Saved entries
◇ ◇ ◇ ◇ ◇

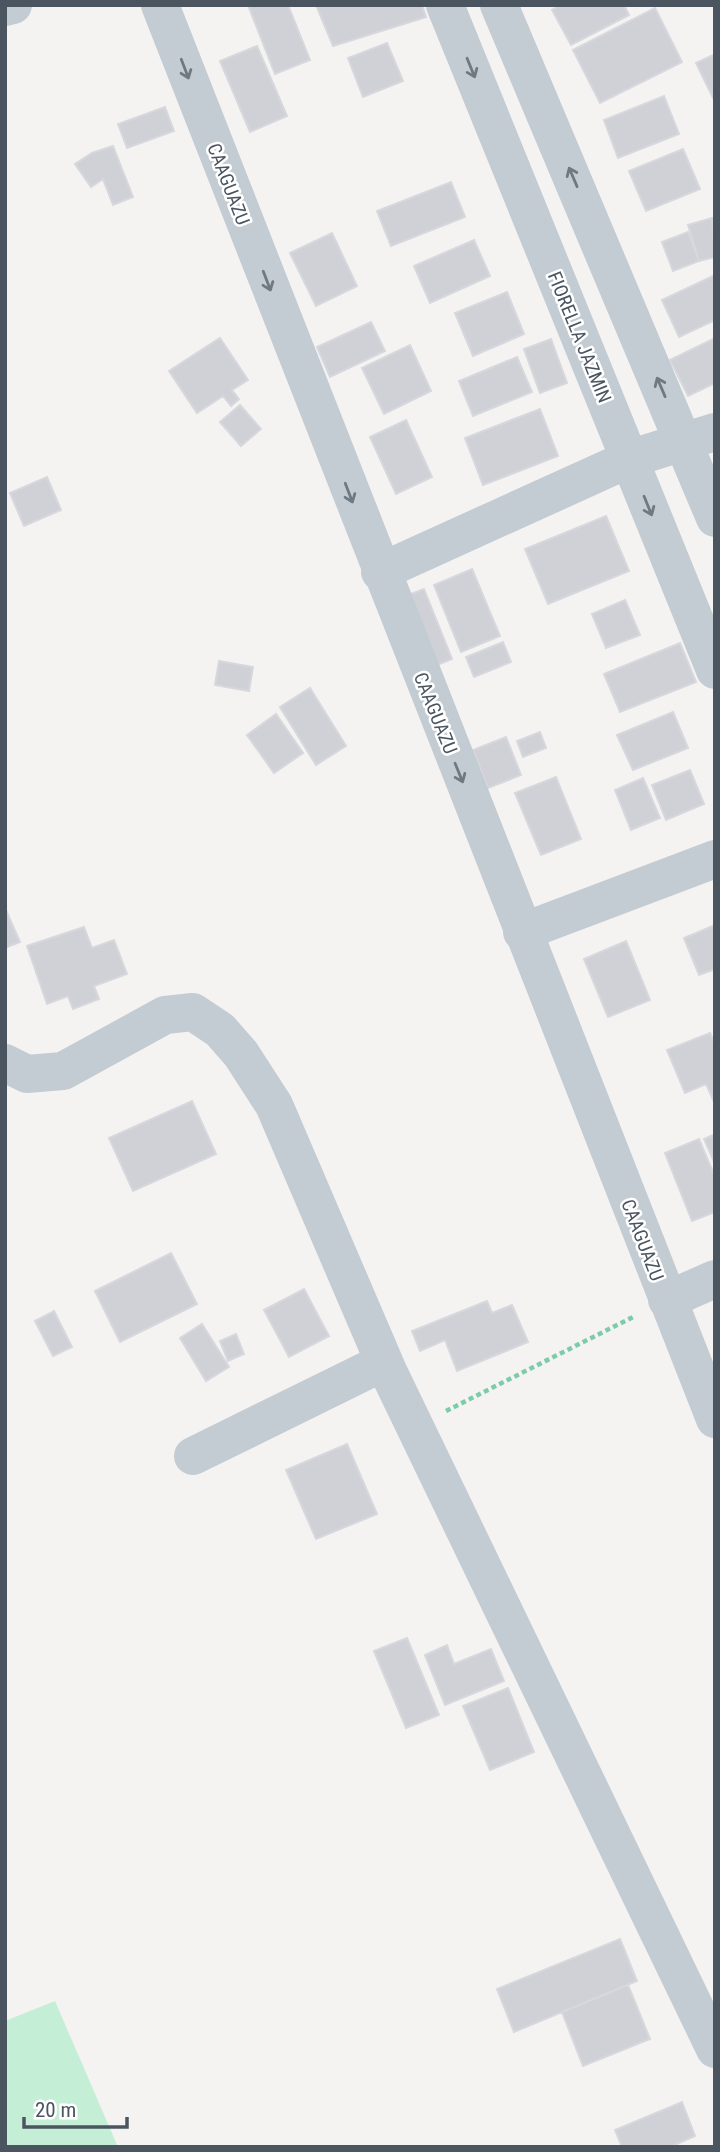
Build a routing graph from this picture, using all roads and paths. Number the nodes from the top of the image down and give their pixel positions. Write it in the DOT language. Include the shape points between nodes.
graph roads {
  1 [pos="13,5"];
  2 [pos="160,5"];
  3 [pos="445,5"];
  4 [pos="499,5"];
  5 [pos="5,8"];
  6 [pos="699,437"];
  7 [pos="629,459"];
  8 [pos="715,518"];
  9 [pos="380,572"];
  10 [pos="715,670"];
  11 [pos="715,859"];
  12 [pos="522,932"];
  13 [pos="5,1063"];
  14 [pos="715,1279"];
  15 [pos="667,1300"];
  16 [pos="384,1362"];
  17 [pos="715,1419"];
  18 [pos="416,1426"];
  19 [pos="192,1456"];
  20 [pos="715,2049"];
  1 -- 5 [label="street"];
  2 -- 9 [label="street, CAAGUAZU, one-way"];
  3 -- 7 [label="street, FIORELLA JAZMIN, one-way"];
  6 -- 4 [label="street, one-way"];
  6 -- 7 [label="street"];
  6 -- 8 [label="street"];
  7 -- 9 [label="street"];
  7 -- 10 [label="street, FIORELLA JAZMIN, one-way"];
  9 -- 12 [label="street, CAAGUAZU, one-way"];
  11 -- 12 [label="street"];
  12 -- 15 [label="street, CAAGUAZU"];
  13 -- 16 [label="street" via="27,1074 62,1071 165,1015 193,1012 220,1030 274,1105"];
  14 -- 15 [label="street"];
  15 -- 17 [label="street, CAAGUAZU"];
  15 -- 18 [label="path"];
  16 -- 18 [label="street"];
  16 -- 19 [label="street"];
  18 -- 20 [label="street"];
}
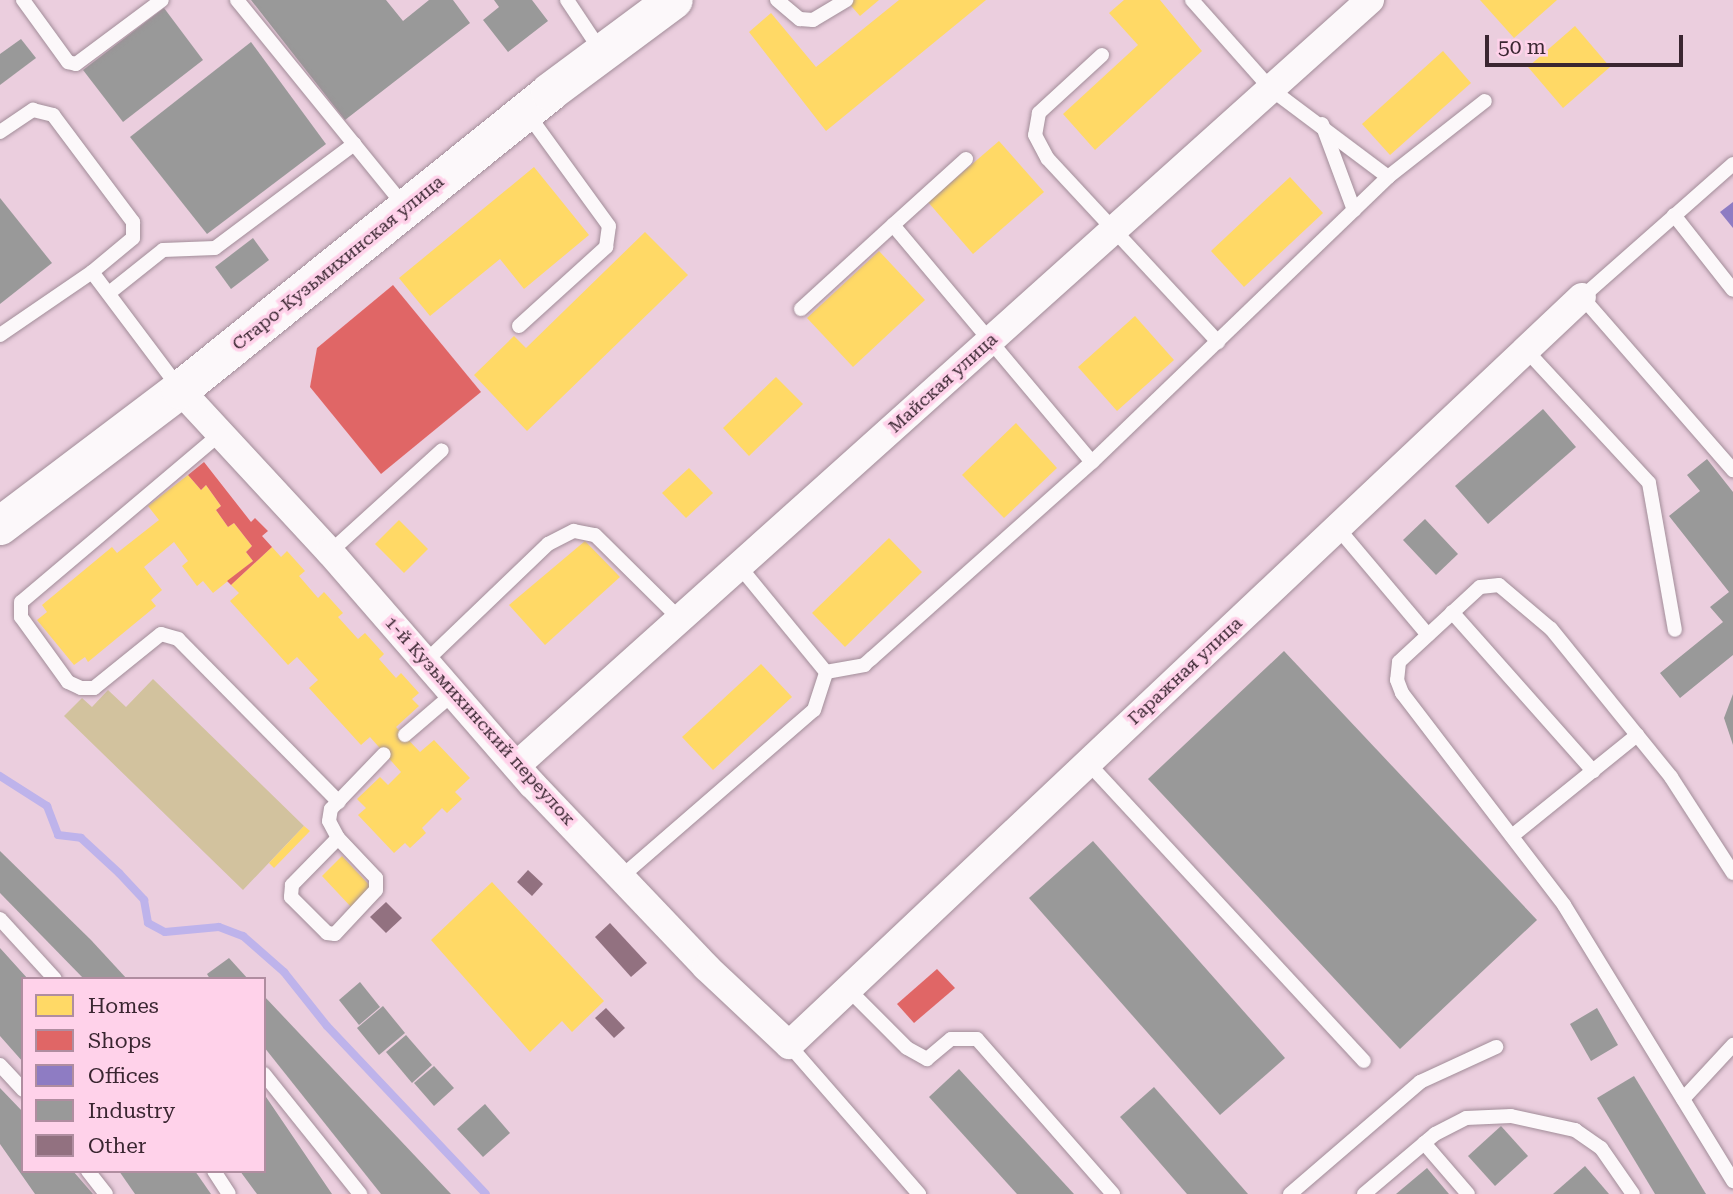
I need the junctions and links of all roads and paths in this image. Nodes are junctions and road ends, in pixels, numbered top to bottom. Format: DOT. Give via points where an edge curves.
graph roads {
  1 [pos="23,0"];
  2 [pos="162,0"];
  3 [pos="237,0"];
  4 [pos="567,0"];
  5 [pos="674,0"];
  6 [pos="777,0"];
  7 [pos="846,0"];
  8 [pos="1192,0"];
  9 [pos="1370,0"];
  10 [pos="602,53"];
  11 [pos="1102,55"];
  12 [pos="1271,89"];
  13 [pos="1485,101"];
  14 [pos="526,111"];
  15 [pos="1321,123"];
  16 [pos="0,132"];
  17 [pos="354,144"];
  18 [pos="966,159"];
  19 [pos="1733,164"];
  20 [pos="1388,177"];
  21 [pos="406,208"];
  22 [pos="1354,210"];
  23 [pos="1674,215"];
  24 [pos="893,225"];
  25 [pos="1115,227"];
  26 [pos="92,272"];
  27 [pos="1733,289"];
  28 [pos="109,293"];
  29 [pos="1582,297"];
  30 [pos="801,309"];
  31 [pos="519,326"];
  32 [pos="0,335"];
  33 [pos="992,339"];
  34 [pos="1218,342"];
  35 [pos="1526,350"];
  36 [pos="180,390"];
  37 [pos="220,434"];
  38 [pos="442,450"];
  39 [pos="1092,462"];
  40 [pos="1733,470"];
  41 [pos="1,523"];
  42 [pos="1337,527"];
  43 [pos="330,552"];
  44 [pos="740,567"];
  45 [pos="1452,612"];
  46 [pos="679,618"];
  47 [pos="1675,630"];
  48 [pos="1428,635"];
  49 [pos="426,660"];
  50 [pos="826,672"];
  51 [pos="454,693"];
  52 [pos="405,735"];
  53 [pos="1637,735"];
  54 [pos="384,754"];
  55 [pos="1088,763"];
  56 [pos="517,765"];
  57 [pos="1593,771"];
  58 [pos="339,802"];
  59 [pos="1512,836"];
  60 [pos="338,838"];
  61 [pos="1733,873"];
  62 [pos="621,877"];
  63 [pos="0,919"];
  64 [pos="52,977"];
  65 [pos="848,989"];
  66 [pos="789,1045"];
  67 [pos="1733,1045"];
  68 [pos="1496,1047"];
  69 [pos="1364,1061"];
  70 [pos="0,1065"];
  71 [pos="266,1076"];
  72 [pos="21,1088"];
  73 [pos="1683,1099"];
  74 [pos="1424,1143"];
  75 [pos="90,1173"];
  76 [pos="215,1173"];
  77 [pos="1733,1181"];
  78 [pos="106,1194"];
  79 [pos="229,1194"];
  80 [pos="360,1194"];
  81 [pos="919,1194"];
  82 [pos="1112,1194"];
  83 [pos="1290,1194"];
  84 [pos="1364,1194"];
  85 [pos="1468,1194"];
  86 [pos="1633,1194"];
  1 -- 2 [label="lane" via="68,62 76,64"];
  3 -- 17 [label="lane"];
  4 -- 10 [label="lane"];
  5 -- 10 [label="main road, Старо-Кузьмихинская улица"];
  6 -- 7 [label="lane" via="800,19 813,20"];
  8 -- 12 [label="lane"];
  9 -- 12 [label="street, Майская улица"];
  10 -- 14 [label="main road, Старо-Кузьмихинская улица"];
  11 -- 25 [label="lane" via="1039,113 1035,135 1048,159"];
  12 -- 15 [label="lane"];
  12 -- 25 [label="street, Майская улица"];
  13 -- 20 [label="lane"];
  14 -- 21 [label="main road, Старо-Кузьмихинская улица"];
  14 -- 31 [label="lane" via="609,226 606,247"];
  15 -- 20 [label="lane"];
  15 -- 22 [label="lane"];
  16 -- 26 [label="lane" via="33,110 52,115 133,222 133,238"];
  17 -- 21 [label="lane"];
  17 -- 28 [label="lane" via="215,248 163,250"];
  18 -- 24 [label="lane"];
  19 -- 23 [label="lane"];
  20 -- 22 [label="lane"];
  21 -- 36 [label="main road, Старо-Кузьмихинская улица"];
  22 -- 34 [label="lane"];
  23 -- 27 [label="lane"];
  23 -- 29 [label="lane"];
  24 -- 30 [label="lane"];
  24 -- 33 [label="lane"];
  25 -- 33 [label="street, Майская улица"];
  25 -- 34 [label="lane"];
  26 -- 28 [label="lane"];
  26 -- 32 [label="lane"];
  28 -- 36 [label="lane"];
  29 -- 35 [label="street, Гаражная улица"];
  29 -- 40 [label="lane"];
  33 -- 39 [label="lane" via="1010,369"];
  33 -- 44 [label="street, Майская улица"];
  34 -- 39 [label="lane"];
  35 -- 42 [label="street, Гаражная улица"];
  35 -- 47 [label="lane" via="1648,483"];
  36 -- 37 [label="street, 1-й Кузьмихинский переулок"];
  36 -- 41 [label="main road, Старо-Кузьмихинская улица"];
  37 -- 43 [label="street, 1-й Кузьмихинский переулок"];
  37 -- 58 [label="lane" via="21,602 21,617 68,682 81,688 94,688 161,634 178,639"];
  38 -- 43 [label="lane"];
  39 -- 50 [label="lane" via="864,665"];
  42 -- 48 [label="lane"];
  42 -- 55 [label="street, Гаражная улица"];
  43 -- 49 [label="street, 1-й Кузьмихинский переулок"];
  44 -- 46 [label="street, Майская улица"];
  44 -- 50 [label="lane"];
  45 -- 48 [label="lane"];
  45 -- 53 [label="lane" via="1480,587 1499,585 1551,629"];
  45 -- 57 [label="lane"];
  46 -- 49 [label="lane" via="595,535 574,531 548,544"];
  46 -- 56 [label="street, Майская улица"];
  48 -- 59 [label="lane" via="1399,662 1397,680"];
  49 -- 51 [label="street, 1-й Кузьмихинский переулок"];
  50 -- 62 [label="lane" via="814,710"];
  51 -- 52 [label="lane"];
  51 -- 56 [label="street, 1-й Кузьмихинский переулок"];
  53 -- 57 [label="lane"];
  53 -- 61 [label="lane" via="1671,777"];
  54 -- 58 [label="lane"];
  55 -- 65 [label="street, Гаражная улица"];
  55 -- 69 [label="lane"];
  56 -- 62 [label="street, 1-й Кузьмихинский переулок"];
  57 -- 59 [label="lane"];
  58 -- 60 [label="lane" via="331,809 330,821"];
  59 -- 73 [label="lane" via="1564,905"];
  60 -- 60 [label="lane" via="376,878 376,891 335,934 327,933 291,897 292,886"];
  62 -- 66 [label="street, 1-й Кузьмихинский переулок"];
  63 -- 64 [label="lane"];
  65 -- 66 [label="street, Гаражная улица"];
  65 -- 82 [label="lane" via="906,1048 927,1059 951,1039 977,1040"];
  66 -- 81 [label="lane"];
  67 -- 73 [label="lane"];
  68 -- 83 [label="lane" via="1420,1082"];
  70 -- 72 [label="lane"];
  71 -- 80 [label="lane"];
  73 -- 77 [label="lane"];
  74 -- 84 [label="lane"];
  74 -- 85 [label="lane"];
  74 -- 86 [label="lane" via="1466,1118 1511,1116 1575,1130 1601,1148"];
  75 -- 78 [label="lane"];
  76 -- 79 [label="lane"];
}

◇ ◇ ◇ ◇ ◇

*Problem statement*
Which lines in the records above hold the string "roads"? Copy each of them.

*Answer space*
Build a routing graph from this picture, using all roads and paths. Number the nodes from the top of the image down and give their pixel positions. Write it in the DOT language. Include the shape points between nodes.
graph roads {
I need the junctions and links of all roads and paths in this image. Nodes are junctions and road ends, in pixels, numbered top to bottom. Format: DOT. Give via points where an edge curves.
graph roads {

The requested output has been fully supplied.